And after your guitar and tubes…you have got to push those speakers. The speakers are what’s bringing your signal back to the real acoustic realm of moving air. I think I mentioned in my last post (I tend to confess way too much on this blog…honesty bordering on stupidity) that I once ran 30 watts into 6, 75-watt speakers. And the tone was so incredibly weak. The speakers are what’s pushing the air; if they’re not working hard enough, air is not getting pushed properly. You have to make those speakers work for you! Get speakers that are as close to your amp’s wattage rating as possible. They have to push the air; and to do that, they need to be pushed. Also, get ones that when pushed, give off a full tonal spectrum, and get good wood in the cab so it will resonate those speakers well. I can’t tell how many soundguys have mentioned how tripped out they are that they can get such a range from my guitar and get it to fill the room, since I put in a Celestion Blue, and got a well-designed cab with good wood. And I guess that can sound prideful…but in reality, I’d like for the soundguys to be telling me that the riff I just played was the most dream-like and melodic one they’d ever heard and they were brought to instant girl-tears. But all they are saying is, ‘Hey, good job on buying that cab.’ Yep. Humbling. But good tone is very important.

(I didn’t mean this to be funny. I was searching for pictures of rigs with ‘fat tone’ and this came up–‘Fat Tone’ professing that he is, in fact, the streets. And I think…that this is really an album cover. It’s sad enough that we even have to wonder whether something like this is real…but then to find out that it actually is…seriously, what is ‘Rapbay’?)

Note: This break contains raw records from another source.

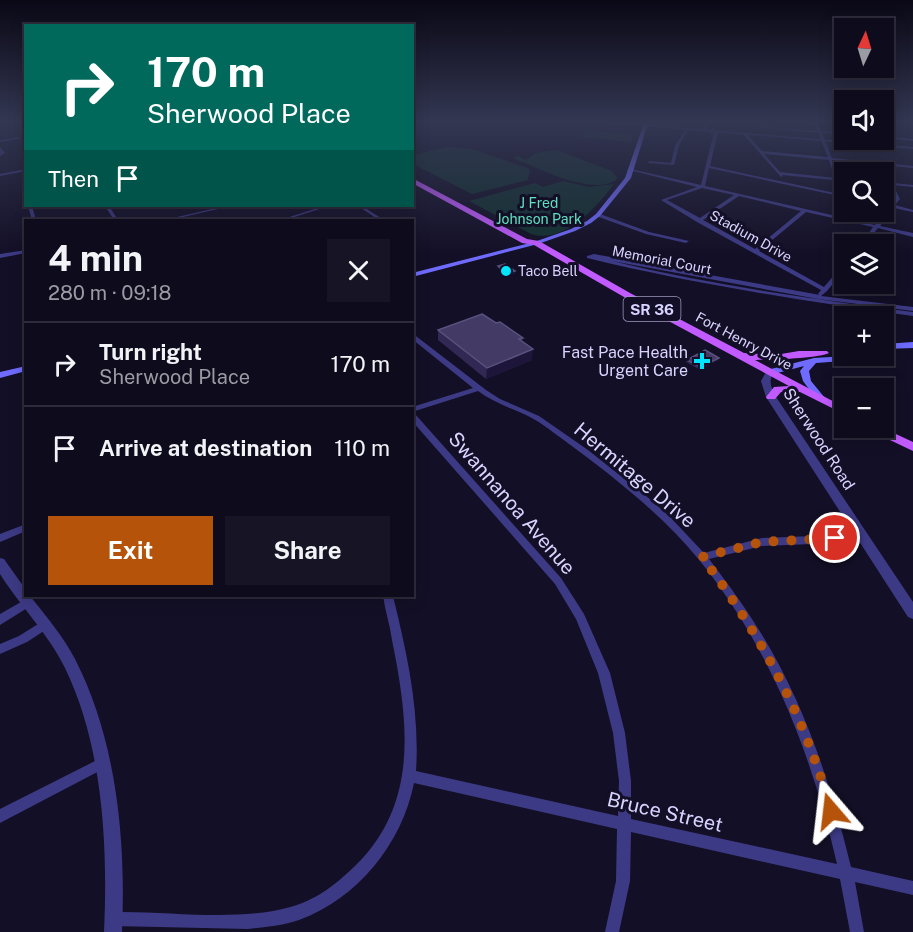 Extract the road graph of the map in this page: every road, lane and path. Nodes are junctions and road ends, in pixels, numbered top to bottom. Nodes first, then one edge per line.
1 (632, 166) edge
2 (773, 166) edge
3 (708, 167) joint
4 (24, 170) edge
5 (631, 170) junction
6 (779, 173) junction
7 (1, 175) edge
8 (414, 176) edge
9 (834, 179) edge
10 (414, 181) edge
11 (787, 184) junction
12 (894, 185) edge
13 (703, 186) junction
14 (913, 186) edge
15 (739, 194) junction
16 (834, 194) edge
17 (190, 207) edge
18 (225, 207) edge
19 (324, 207) edge
20 (362, 207) edge
21 (894, 207) edge
22 (805, 210) junction
23 (913, 211) edge
24 (197, 214) junction
25 (598, 215) junction
26 (171, 219) edge
27 (286, 219) edge
28 (380, 219) edge
29 (699, 221) junction
30 (881, 222) edge
31 (878, 226) junction
32 (871, 234) edge
33 (913, 235) edge
34 (686, 241) dead end
35 (536, 243) junction
36 (24, 251) edge
37 (755, 252) junction
38 (0, 256) edge
39 (665, 271) junction
40 (414, 274) edge
41 (834, 279) edge
42 (825, 290) junction
43 (817, 299) junction
44 (913, 309) edge
45 (913, 314) edge
46 (414, 337) edge
47 (913, 345) edge
48 (894, 346) edge
49 (913, 351) edge
50 (834, 352) edge
51 (824, 353) junction
52 (894, 353) edge
53 (739, 355) junction
54 (834, 359) edge
55 (814, 361) junction
56 (24, 369) edge
57 (770, 372) junction
58 (0, 375) edge
59 (478, 389) junction
60 (804, 390) junction
61 (771, 397) junction
62 (820, 398) junction
63 (834, 406) edge
64 (414, 409) edge
65 (414, 418) edge
66 (894, 438) edge
67 (913, 447) edge
68 (24, 528) edge
69 (0, 538) edge
70 (864, 538) junction
71 (702, 557) junction
72 (0, 562) edge
73 (24, 596) edge
74 (24, 597) edge
75 (388, 597) edge
76 (28, 602) junction
77 (913, 613) edge
78 (0, 620) edge
79 (46, 624) junction
80 (0, 649) edge
81 (101, 764) junction
82 (409, 776) junction
83 (0, 816) edge
84 (626, 823) junction
85 (847, 874) junction
86 (913, 888) edge
87 (113, 926) edge
88 (612, 932) edge
89 (857, 932) edge

1 - 5 main road
2 - 6 street
3 - 11 street
3 - 13 street
4 - 7 street
5 - 13 street
5 - 25 main road
6 - 9 street
6 - 11 street
8 - 35 main road, Fort Henry Drive / SR 36
10 - 35 main road, Fort Henry Drive / SR 36
11 - 16 street
12 - 14 street
13 - 15 street
13 - 29 street, Stadium Drive
15 - 22 street
15 - 29 street
17 - 24 street
18 - 24 street
19 - 27 street
20 - 28 street
21 - 23 street
22 - 31 street
22 - 37 street
24 - 26 street
25 - 34 street
25 - 35 main road
29 - 37 street, Stadium Drive
30 - 31 street
31 - 32 street
31 - 33 street
35 - 40 main road
35 - 53 main road, Fort Henry Drive / SR 36
36 - 38 street
37 - 42 street, Stadium Drive
39 - 39 street, Memorial Court
39 - 43 street, Memorial Court
41 - 42 street
42 - 43 street
43 - 44 street, Memorial Court
43 - 45 street, Memorial Court
46 - 59 street, Hermitage Drive
47 - 48 main road
49 - 52 main road
50 - 51 main road
51 - 53 main road
51 - 57 main road
53 - 57 main road, Fort Henry Drive / SR 36
54 - 55 main road
55 - 57 main road
55 - 62 main road
56 - 58 main road
57 - 60 main road, Fort Henry Drive / SR 36
57 - 61 street, Sherwood Road
59 - 64 street
59 - 71 street, Hermitage Drive
60 - 61 main road
60 - 62 main road, Fort Henry Drive / SR 36
61 - 70 street, Sherwood Road
62 - 63 main road, Fort Henry Drive / SR 36
65 - 84 street, Swannanoa Avenue
66 - 67 main road
68 - 69 street
70 - 71 street
70 - 77 street, Sherwood Road
71 - 85 street, Hermitage Drive
72 - 73 street
74 - 76 street
75 - 82 street
76 - 78 street
76 - 79 street
79 - 80 street
79 - 81 street
81 - 83 street
81 - 87 street
82 - 84 street, Bruce Street
82 - 87 street
84 - 85 street, Bruce Street
84 - 88 street, Swannanoa Avenue
85 - 86 street, Bruce Street
85 - 89 street, Hermitage Drive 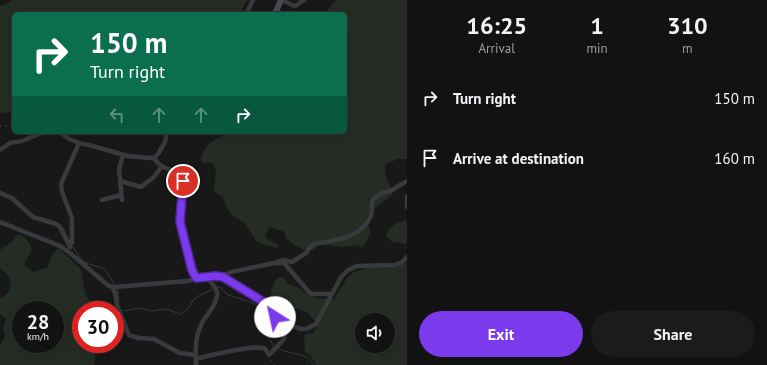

That is tonal efficiency. Being able to be heard more, be heard better, sound fuller, sit in the mix better, punch through the mix at those certain spots with more warmth, all done better with 10 watts than most players can do with 50. Or, in my case, with 15 or 30 watts than 152. Oh, those were dark days. Remember, next time you can’t hear yourself in the band mix, to seriously listen for that gross wall of mush that you think is just the soundguy’s poor mixing skills, and see if it’s actually your guitar sound. We hear what we want to hear. I’m not sure that can be fixed. (Especially for people like me who like themselves so very much. And I liked myself a lot at 152 watts. I thought my three amps at 152 flabby watts were so unique and original, and that if only Edge could hear me, he’d immediately sell his Vox’s and buy any number of amps that would add up to the magic of 152. I was wrong.) So let’s make our guitar tone, in reality, what we want to hear.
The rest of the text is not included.